Copy every line of the data that includes the string "вуліца".
[Records supplied — start]
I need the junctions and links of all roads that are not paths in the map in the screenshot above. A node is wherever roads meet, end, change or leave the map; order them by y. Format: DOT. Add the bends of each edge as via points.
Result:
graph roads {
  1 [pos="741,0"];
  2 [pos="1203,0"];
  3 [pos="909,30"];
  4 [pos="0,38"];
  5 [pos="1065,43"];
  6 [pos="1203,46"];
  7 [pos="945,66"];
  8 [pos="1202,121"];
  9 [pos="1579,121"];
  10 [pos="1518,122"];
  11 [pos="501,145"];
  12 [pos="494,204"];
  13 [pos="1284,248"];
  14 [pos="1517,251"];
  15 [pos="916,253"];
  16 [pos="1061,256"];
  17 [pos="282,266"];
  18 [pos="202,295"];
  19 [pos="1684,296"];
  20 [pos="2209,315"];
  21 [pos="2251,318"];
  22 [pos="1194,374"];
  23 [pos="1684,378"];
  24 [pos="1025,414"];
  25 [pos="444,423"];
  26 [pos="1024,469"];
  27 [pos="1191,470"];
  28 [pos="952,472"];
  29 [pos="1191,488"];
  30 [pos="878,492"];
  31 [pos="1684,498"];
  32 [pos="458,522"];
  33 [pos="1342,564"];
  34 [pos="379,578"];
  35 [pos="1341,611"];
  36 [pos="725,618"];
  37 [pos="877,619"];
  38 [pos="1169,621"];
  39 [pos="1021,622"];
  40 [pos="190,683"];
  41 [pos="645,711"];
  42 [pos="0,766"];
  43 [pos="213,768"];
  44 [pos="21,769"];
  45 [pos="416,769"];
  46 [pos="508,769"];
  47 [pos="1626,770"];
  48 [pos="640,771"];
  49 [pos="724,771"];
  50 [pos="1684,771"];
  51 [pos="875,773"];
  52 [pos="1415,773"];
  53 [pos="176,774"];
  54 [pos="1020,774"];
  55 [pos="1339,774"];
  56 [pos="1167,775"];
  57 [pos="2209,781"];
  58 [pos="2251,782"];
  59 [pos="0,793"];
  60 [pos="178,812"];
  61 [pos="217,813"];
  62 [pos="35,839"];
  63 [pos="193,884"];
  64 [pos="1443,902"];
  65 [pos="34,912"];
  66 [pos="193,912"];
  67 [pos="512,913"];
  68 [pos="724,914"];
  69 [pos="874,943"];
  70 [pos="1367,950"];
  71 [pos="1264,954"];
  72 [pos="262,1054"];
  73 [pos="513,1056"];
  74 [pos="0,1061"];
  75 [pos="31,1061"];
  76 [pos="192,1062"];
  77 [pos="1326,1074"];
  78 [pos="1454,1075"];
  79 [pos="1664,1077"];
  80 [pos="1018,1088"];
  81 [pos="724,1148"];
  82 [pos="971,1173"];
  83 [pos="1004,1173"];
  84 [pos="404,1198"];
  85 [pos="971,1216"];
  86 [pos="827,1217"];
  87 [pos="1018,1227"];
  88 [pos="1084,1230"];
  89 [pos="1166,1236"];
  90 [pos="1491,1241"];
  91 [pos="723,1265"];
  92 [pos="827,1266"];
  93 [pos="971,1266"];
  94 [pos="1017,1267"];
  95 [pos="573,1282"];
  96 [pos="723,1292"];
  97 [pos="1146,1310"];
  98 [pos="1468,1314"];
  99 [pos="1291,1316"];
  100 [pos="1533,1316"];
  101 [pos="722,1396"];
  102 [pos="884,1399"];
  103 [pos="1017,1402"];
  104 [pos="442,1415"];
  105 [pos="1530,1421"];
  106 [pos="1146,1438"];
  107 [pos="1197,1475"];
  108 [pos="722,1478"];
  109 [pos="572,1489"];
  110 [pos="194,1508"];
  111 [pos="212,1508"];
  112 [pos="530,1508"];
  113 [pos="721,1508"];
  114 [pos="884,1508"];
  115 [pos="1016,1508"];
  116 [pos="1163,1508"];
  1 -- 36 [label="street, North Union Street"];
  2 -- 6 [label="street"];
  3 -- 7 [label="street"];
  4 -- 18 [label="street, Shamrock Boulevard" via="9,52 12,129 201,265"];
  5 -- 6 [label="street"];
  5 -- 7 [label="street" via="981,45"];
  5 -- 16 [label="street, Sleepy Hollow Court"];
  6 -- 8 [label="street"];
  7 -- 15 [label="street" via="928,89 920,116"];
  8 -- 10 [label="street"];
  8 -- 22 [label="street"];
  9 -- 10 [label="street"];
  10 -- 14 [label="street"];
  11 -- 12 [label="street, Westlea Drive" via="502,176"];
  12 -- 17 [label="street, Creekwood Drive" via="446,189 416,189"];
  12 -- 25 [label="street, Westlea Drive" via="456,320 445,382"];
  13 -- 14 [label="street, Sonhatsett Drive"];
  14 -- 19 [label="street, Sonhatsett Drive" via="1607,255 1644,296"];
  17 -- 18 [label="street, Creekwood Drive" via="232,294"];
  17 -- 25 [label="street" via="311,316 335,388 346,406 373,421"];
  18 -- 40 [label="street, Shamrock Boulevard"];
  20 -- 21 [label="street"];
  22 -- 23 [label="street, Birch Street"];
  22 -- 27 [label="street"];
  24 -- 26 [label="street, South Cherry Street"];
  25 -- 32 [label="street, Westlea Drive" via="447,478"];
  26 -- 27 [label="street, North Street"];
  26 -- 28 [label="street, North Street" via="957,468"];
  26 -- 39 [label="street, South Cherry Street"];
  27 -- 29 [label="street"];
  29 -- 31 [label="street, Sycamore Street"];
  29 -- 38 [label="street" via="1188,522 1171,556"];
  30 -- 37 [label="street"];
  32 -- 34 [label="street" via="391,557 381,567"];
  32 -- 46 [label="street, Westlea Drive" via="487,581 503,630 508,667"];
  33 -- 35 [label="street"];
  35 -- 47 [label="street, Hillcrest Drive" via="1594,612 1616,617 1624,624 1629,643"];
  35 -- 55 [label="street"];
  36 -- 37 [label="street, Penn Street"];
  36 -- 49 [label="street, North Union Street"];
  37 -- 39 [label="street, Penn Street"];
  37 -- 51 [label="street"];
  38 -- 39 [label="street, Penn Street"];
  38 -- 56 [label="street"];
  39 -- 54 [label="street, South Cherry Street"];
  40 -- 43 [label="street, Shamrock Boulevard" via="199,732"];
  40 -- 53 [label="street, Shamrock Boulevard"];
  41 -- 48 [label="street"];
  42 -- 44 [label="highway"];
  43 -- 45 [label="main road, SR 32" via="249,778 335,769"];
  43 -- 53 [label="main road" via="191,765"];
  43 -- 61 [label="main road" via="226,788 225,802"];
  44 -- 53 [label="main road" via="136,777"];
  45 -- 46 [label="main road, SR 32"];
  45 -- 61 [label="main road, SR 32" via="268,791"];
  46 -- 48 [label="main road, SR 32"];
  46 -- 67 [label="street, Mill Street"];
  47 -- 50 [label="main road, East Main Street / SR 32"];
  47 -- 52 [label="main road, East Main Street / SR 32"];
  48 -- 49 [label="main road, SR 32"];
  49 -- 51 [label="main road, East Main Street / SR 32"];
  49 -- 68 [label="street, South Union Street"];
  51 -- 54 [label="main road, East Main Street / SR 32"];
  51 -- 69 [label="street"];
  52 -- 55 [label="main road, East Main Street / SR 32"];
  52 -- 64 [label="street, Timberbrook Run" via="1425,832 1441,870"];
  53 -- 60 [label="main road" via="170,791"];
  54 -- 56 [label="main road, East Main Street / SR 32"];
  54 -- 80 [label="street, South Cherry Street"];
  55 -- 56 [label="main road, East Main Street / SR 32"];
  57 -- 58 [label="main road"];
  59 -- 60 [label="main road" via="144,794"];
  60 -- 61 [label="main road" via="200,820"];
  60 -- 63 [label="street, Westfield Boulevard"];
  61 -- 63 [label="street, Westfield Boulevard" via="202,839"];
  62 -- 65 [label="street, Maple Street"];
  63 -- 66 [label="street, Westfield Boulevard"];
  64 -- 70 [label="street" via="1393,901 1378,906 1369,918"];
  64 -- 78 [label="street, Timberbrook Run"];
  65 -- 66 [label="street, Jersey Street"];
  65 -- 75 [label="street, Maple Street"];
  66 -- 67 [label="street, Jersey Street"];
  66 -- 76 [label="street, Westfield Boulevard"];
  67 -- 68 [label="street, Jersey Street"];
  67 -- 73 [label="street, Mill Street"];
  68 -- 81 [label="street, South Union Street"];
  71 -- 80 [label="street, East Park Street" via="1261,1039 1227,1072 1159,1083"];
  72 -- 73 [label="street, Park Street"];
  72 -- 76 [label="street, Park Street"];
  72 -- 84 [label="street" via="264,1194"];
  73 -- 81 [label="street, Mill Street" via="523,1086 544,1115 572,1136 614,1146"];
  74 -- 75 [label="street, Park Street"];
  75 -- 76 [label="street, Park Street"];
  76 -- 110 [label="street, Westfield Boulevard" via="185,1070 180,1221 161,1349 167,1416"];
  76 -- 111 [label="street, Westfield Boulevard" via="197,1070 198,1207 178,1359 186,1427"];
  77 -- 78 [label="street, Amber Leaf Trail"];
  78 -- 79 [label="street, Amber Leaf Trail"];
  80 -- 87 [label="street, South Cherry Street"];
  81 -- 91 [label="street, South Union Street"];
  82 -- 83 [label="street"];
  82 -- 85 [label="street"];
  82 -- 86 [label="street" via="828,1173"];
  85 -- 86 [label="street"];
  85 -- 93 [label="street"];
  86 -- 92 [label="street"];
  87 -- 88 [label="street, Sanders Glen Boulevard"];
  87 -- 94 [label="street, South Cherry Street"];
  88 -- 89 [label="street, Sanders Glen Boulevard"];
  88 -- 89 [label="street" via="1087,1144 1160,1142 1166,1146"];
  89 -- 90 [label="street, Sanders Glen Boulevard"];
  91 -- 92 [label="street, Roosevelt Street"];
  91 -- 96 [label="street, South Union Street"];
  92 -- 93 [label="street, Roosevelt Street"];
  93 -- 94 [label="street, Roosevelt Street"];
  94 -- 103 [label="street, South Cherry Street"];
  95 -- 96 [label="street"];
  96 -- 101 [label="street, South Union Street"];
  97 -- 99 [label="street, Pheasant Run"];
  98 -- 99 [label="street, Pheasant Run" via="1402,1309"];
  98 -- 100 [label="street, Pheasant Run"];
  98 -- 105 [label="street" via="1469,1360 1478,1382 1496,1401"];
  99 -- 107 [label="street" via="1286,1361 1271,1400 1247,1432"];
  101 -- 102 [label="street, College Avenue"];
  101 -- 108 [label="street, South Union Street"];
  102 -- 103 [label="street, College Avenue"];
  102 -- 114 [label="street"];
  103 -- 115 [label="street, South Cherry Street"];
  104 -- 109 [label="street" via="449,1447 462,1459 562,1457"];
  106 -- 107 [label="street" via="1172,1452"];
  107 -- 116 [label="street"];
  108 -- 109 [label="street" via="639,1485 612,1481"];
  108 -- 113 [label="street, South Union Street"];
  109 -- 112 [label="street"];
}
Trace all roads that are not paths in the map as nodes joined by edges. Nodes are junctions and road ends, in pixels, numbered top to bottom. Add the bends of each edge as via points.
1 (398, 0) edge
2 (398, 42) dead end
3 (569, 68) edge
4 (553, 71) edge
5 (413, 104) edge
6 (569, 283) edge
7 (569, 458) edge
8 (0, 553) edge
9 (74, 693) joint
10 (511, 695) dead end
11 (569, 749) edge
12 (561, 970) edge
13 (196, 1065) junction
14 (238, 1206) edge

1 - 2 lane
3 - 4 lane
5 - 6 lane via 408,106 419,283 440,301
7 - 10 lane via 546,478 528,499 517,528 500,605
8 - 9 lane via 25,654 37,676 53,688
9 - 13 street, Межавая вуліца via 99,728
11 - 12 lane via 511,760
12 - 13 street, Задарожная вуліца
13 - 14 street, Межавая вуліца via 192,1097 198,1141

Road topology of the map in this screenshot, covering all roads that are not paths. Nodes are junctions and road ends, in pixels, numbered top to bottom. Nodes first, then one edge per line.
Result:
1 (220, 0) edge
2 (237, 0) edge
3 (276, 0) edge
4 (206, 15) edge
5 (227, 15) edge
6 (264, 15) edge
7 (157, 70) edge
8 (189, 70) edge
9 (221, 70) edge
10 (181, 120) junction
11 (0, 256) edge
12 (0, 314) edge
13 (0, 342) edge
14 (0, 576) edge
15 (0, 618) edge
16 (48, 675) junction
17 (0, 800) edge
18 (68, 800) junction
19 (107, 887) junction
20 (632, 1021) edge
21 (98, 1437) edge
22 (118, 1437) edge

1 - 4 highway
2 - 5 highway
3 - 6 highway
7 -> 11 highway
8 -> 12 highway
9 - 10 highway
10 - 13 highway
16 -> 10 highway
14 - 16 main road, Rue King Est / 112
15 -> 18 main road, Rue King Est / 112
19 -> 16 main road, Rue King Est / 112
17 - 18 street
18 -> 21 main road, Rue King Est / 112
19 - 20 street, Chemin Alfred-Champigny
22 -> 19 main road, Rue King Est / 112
[Records supplied — finish]
- _Solution_:
9 - 13 street, Межавая вуліца via 99,728
12 - 13 street, Задарожная вуліца
13 - 14 street, Межавая вуліца via 192,1097 198,1141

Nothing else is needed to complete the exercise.